Country music pianist

Polly Adelaide Hendricks Hazelwood (February 22, 1920 – October 3, 1989), known professionally as Del Wood, was an American pianist.

==Early life==
Hendricks was born in Nashville, Tennessee. A lifetime resident of Nashville, she was surrounded by the influences of early country music and the remaining vestiges of ragtime, particularly through the guitar pickers. She took up piano at age five, and played ragtime, gospel, and country music. Despite her parents' best efforts to encourage a direction towards classical music, the environment in Nashville, plus the early local programming on radio, convinced her that she wanted to play piano in the honky-tonk style.
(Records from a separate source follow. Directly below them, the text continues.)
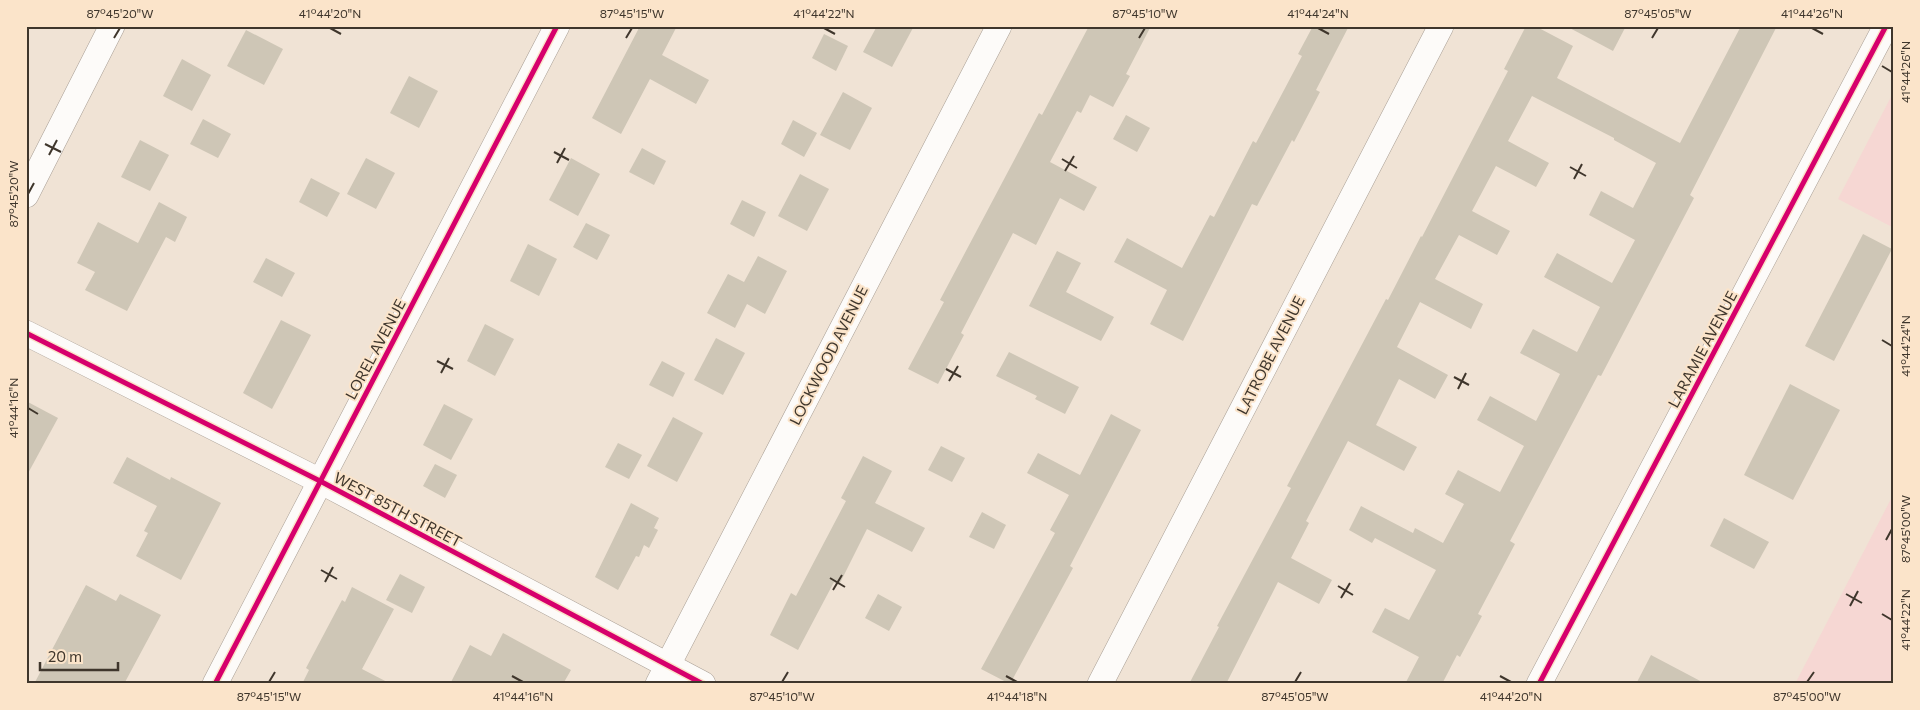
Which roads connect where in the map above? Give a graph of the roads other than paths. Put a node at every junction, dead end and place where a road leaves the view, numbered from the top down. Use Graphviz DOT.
graph roads {
  1 [pos="112,26"];
  2 [pos="557,26"];
  3 [pos="999,26"];
  4 [pos="1441,26"];
  5 [pos="1886,26"];
  6 [pos="26,196"];
  7 [pos="26,333"];
  8 [pos="320,481"];
  9 [pos="663,675"];
  10 [pos="215,684"];
  11 [pos="703,684"];
  12 [pos="1100,684"];
  13 [pos="1539,684"];
  1 -- 6 [label="street"];
  2 -- 8 [label="street, LOREL AVENUE"];
  3 -- 9 [label="street, LOCKWOOD AVENUE"];
  4 -- 12 [label="street, LATROBE AVENUE"];
  5 -- 13 [label="street, LARAMIE AVENUE"];
  7 -- 8 [label="street, WEST 85TH STREET"];
  8 -- 9 [label="street, WEST 85TH STREET"];
  8 -- 10 [label="street, LOREL AVENUE"];
  9 -- 11 [label="street, WEST 85TH STREET"];
}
Her dream goal was the Grand Ole Opry, something she would realize in her early 30s.

==Career==
Shortening her married name (Adelaide Hazelwood) to something easier to remember, Wood began playing in bands and honky-tonk joints in her 20s. After a decade of building repertoire and reputation, she spent some time as a staff pianist at WLBJ in Bowling Green, Kentucky. It was there that she was heard playing "Down Yonder" among other pieces, which led to a gig with a recording group called Hugh "Baby" Jarrett and his Dixieliners. This led to the first of many recording sessions for the Tennessee Records label starting in 1951. "Down Yonder" soon became a national hit in both the country and pop categories in Billboard record charts, sold over one million copies, and was awarded a gold disc. She is probably the first female country solo instrumentalist to sell a million copies of a record.

This success was turned into appearances on the Grand Ole Opry starting in 1952, which led to an eventual full-time gig there in 1953, fulfilling her long-time dream. Two years later her fame culminated with a contract from RCA Victor Records, where she would make some of the first country/honky-tonk stereo recordings in the late 1950s. While nothing else that she put out had the same success as "Down Yonder", her offerings over the next decade were frequent and consistent. Wood gained the title, Queen of the Ragtime Pianists, sometimes shared with junior fellow plunker Jo Ann Castle. She was also divorced from her stage-namesake, Carson Hazelwood, during this period, but not before adopting a son they named Wesley.

In 1984, Del Wood appeared in the movie Rhinestone, starring Dolly Parton and Sylvester Stallone as the pianist in the Wild Possums Band.

=== Death ===
During the Vietnam War, Wood was part of one of the Grand Ole Opry package tours that entertained troops overseas in 1968. Her recordings after the late 1960s were infrequent at best, but her appearances on the Opry continued until just before her death from a stroke on October 3, 1989, at the age of 69.

She was interred in the Mount Olivet Cemetery in Nashville.

Wood was posthumously inducted to the Volunteer State Music Hall of Fame in 2026.